# Beckham move to U.S. to be reality show (GIVE ME A BREAK!!)



## Viva_la_MAC_Girl (Feb 28, 2007)

Good Lord...  what they won't do for money.. or being in the spotlight.  OY VEY.


http://news.yahoo.com/s/ap/20070228/...tv_posh_s_show


----------



## *Stargazer* (Feb 28, 2007)

They make me laugh because they are such random celebrities, but damn he is so hot.


----------



## Hawkeye (Feb 28, 2007)

LOL 

These reality shows are hilarious. First their was Britney and Whitney now we have Beckham. Wasn't there someone else? LOL


----------



## glamdoll (Feb 28, 2007)

oh gosh really? damn..
Im in love with this man! hahah well not really but Im a huge soccer person and I love him..
so by all means please .. the more I see him..the better! heheh

I cant wait till he plays here in LA I will go see him for sure!

but the show is kind of a bad idea..

we have all seen what happens to those couples..

THEY END UP DIVORCED!

britney, whitney, jessica simpson..

all of them!

ahhhhh


----------



## *Stargazer* (Feb 28, 2007)

Quote:

   Originally Posted by *glamdoll* 

 
_so by all means please .. the more I see him..the better! heheh_

 
Have you seen the Disneyland ad with him as Prince Charming? 

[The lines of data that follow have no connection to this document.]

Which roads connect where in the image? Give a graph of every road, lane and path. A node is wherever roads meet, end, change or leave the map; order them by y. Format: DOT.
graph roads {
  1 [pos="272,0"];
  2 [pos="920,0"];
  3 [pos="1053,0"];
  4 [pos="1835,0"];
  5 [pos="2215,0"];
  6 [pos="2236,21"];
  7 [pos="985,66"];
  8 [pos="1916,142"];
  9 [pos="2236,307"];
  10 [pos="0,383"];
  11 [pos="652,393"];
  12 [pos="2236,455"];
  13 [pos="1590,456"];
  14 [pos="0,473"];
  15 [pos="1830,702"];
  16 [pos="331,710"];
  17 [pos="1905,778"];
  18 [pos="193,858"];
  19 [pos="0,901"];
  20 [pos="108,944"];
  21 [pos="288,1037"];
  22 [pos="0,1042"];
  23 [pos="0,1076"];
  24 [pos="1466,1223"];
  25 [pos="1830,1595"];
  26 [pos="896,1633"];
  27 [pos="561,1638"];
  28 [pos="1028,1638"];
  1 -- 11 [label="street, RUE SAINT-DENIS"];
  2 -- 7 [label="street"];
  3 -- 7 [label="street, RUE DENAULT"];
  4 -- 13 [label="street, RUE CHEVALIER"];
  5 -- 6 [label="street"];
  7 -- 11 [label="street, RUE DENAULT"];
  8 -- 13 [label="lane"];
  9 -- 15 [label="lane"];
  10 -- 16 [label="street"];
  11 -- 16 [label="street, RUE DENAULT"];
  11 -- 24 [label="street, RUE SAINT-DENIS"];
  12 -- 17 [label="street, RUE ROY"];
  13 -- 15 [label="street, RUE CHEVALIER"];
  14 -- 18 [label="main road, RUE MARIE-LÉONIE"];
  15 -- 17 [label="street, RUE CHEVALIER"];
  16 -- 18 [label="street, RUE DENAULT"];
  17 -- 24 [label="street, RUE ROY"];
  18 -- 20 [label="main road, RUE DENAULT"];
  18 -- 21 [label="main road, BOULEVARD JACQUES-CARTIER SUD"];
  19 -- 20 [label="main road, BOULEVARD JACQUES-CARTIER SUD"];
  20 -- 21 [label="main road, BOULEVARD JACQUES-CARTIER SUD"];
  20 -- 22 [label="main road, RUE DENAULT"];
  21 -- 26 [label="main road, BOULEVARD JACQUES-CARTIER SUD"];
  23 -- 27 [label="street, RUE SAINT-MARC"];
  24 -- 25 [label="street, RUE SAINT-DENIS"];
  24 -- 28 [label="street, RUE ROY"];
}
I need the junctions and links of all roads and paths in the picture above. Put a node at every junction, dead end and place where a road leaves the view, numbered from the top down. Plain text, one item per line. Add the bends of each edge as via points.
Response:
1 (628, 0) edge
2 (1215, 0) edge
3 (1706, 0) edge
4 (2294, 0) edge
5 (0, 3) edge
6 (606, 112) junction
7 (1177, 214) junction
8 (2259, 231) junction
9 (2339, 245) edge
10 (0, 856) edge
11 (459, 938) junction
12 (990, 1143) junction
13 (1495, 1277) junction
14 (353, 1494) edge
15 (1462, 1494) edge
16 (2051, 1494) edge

http://news.bbc.co.uk/cbbcnews/hi/ne...00/6305491.stm

He can whisk me away on that steed any day.


----------



## Viva_la_MAC_Girl (Feb 28, 2007)

Jessica and Nick... on MTV...

The Osbornes


There are more but those are the 2 that I can think of right now...lol



 Quote:

   Originally Posted by *Hawkeye* 

 
_LOL 

These reality shows are hilarious. First their was Britney and Whitney now we have Beckham. Wasn't there someone else? LOL_


----------



## glamdoll (Feb 28, 2007)

OMG! he is so hot! im gonna have a dream about him tonite! heheheh
thanks for the pic ladybug!

oh the carters..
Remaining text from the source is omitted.